Judge of the United States District Court for the Northern District of Texas
- In office December 1, 1970 – July 20, 1984
- Appointed by: Richard Nixon
- Preceded by: Seat established by 84 Stat. 294
- Succeeded by: Sidney A. Fitzwater

Personal details
- Born: Robert Madden Hill January 13, 1928 Dallas, Texas
- Died: October 19, 1987 (aged 59)
- Education: University of Texas (BBA, LLB)

= Robert Madden Hill =

American judge (1928–1987)

Robert Madden Hill (January 13, 1928 – October 19, 1987) was a United States circuit judge of the United States Court of Appeals for the Fifth Circuit and a United States district judge of the United States District Court for the Northern District of Texas.

==Education and career==

Born in Dallas, Texas, Hill received a Bachelor of Business Administration degree from the University of Texas in 1948 and a Bachelor of Laws from the University of Texas School of Law in 1950. He was in private practice in Dallas from 1950 to 1970.

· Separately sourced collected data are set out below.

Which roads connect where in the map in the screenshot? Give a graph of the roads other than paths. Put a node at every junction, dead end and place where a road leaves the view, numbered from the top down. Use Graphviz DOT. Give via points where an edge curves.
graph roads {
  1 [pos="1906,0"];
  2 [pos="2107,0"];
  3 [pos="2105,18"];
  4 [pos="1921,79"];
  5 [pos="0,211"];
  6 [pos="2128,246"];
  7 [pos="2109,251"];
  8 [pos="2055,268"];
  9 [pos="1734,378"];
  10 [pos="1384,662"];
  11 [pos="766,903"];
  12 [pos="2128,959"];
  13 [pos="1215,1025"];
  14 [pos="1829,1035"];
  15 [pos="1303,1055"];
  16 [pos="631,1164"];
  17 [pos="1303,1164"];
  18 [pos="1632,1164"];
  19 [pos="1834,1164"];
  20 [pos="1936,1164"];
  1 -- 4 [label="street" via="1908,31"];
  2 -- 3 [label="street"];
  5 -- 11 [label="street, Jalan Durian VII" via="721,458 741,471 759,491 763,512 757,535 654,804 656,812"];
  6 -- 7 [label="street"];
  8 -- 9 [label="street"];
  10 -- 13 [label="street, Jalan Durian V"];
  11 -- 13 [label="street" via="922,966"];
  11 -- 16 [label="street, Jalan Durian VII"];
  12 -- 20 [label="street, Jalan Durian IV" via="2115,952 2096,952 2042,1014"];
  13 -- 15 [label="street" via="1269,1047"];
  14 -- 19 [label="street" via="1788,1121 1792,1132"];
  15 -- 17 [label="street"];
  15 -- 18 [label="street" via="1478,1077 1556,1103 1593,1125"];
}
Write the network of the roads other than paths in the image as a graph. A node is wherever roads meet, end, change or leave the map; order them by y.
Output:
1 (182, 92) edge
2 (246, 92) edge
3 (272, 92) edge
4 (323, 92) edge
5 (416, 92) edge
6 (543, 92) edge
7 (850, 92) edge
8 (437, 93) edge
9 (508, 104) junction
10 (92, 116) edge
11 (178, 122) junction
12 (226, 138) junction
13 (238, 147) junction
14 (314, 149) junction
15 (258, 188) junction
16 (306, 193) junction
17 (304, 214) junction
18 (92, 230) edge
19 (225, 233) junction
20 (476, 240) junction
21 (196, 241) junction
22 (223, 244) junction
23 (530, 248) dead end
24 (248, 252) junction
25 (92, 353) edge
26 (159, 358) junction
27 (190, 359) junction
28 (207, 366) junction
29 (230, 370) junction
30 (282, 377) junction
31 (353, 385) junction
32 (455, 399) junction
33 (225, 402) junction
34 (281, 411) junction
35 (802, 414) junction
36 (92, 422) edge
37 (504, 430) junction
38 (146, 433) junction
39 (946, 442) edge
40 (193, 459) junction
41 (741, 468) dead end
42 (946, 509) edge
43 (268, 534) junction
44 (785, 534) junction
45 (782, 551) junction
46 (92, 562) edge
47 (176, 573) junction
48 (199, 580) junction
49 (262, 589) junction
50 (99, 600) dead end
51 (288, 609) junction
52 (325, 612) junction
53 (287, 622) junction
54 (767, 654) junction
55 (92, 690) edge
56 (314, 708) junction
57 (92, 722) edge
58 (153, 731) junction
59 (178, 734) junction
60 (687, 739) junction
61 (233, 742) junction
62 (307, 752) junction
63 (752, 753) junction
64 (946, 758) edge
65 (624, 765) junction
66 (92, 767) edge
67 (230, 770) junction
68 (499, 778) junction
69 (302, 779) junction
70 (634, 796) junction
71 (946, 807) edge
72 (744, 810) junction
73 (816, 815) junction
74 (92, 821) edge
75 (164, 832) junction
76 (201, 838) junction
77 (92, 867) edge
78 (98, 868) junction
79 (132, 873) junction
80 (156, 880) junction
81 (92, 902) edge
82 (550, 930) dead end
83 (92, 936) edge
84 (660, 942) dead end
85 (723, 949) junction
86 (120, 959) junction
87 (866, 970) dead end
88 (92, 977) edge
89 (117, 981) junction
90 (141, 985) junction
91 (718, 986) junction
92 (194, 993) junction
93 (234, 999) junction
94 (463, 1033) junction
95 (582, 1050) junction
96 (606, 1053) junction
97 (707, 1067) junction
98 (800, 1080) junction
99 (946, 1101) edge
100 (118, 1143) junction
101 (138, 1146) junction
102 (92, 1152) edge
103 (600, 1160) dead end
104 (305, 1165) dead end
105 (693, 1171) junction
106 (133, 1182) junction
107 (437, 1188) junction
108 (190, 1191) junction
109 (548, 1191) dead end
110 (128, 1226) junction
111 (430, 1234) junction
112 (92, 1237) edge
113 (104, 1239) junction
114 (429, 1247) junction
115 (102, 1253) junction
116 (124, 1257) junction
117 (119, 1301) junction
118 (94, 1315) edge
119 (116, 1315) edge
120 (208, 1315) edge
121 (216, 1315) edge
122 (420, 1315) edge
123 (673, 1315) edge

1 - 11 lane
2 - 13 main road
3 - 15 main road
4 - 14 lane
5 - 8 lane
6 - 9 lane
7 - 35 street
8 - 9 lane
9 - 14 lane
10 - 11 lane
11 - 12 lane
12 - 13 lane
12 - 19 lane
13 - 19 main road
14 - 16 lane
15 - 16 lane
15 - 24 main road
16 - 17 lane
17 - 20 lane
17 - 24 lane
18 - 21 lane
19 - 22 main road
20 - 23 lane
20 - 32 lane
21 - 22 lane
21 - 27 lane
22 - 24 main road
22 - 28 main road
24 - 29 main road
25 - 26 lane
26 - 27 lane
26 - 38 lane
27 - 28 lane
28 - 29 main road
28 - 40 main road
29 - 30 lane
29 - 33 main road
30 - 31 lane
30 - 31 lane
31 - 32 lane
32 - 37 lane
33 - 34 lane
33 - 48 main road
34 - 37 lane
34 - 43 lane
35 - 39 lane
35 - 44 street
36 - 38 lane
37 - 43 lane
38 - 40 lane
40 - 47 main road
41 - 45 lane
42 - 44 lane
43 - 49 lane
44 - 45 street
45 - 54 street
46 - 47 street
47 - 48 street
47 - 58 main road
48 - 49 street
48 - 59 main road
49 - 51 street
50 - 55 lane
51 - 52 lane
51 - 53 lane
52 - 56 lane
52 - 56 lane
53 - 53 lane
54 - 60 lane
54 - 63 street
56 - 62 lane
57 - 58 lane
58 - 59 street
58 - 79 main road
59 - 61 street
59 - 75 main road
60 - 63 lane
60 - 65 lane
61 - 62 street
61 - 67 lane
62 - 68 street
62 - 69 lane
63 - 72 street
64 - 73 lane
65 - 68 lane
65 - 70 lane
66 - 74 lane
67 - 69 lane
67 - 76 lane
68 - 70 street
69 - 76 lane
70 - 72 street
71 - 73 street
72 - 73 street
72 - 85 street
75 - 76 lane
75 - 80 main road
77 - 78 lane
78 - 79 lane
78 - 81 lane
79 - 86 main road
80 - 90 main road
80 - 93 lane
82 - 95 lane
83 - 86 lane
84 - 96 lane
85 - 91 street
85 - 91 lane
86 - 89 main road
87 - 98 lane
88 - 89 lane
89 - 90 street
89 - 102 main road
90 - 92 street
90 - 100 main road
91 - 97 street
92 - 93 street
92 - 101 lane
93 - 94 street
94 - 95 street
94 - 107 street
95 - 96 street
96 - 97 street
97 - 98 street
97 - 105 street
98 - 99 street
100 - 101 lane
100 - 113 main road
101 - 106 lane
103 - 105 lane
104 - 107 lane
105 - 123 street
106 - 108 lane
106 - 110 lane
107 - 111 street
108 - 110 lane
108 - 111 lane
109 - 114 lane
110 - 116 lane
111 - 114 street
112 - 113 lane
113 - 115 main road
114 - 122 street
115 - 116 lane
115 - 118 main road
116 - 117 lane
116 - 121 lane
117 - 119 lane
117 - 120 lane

==Federal judicial service==

On October 7, 1970, Hill was nominated by President Richard Nixon to a new seat on the United States District Court for the Northern District of Texas created by 84 Stat. 294. He was confirmed by the United States Senate on November 25, 1970, and received his commission on December 1, 1970. His service terminated on July 20, 1984, due to elevation to the Fifth Circuit.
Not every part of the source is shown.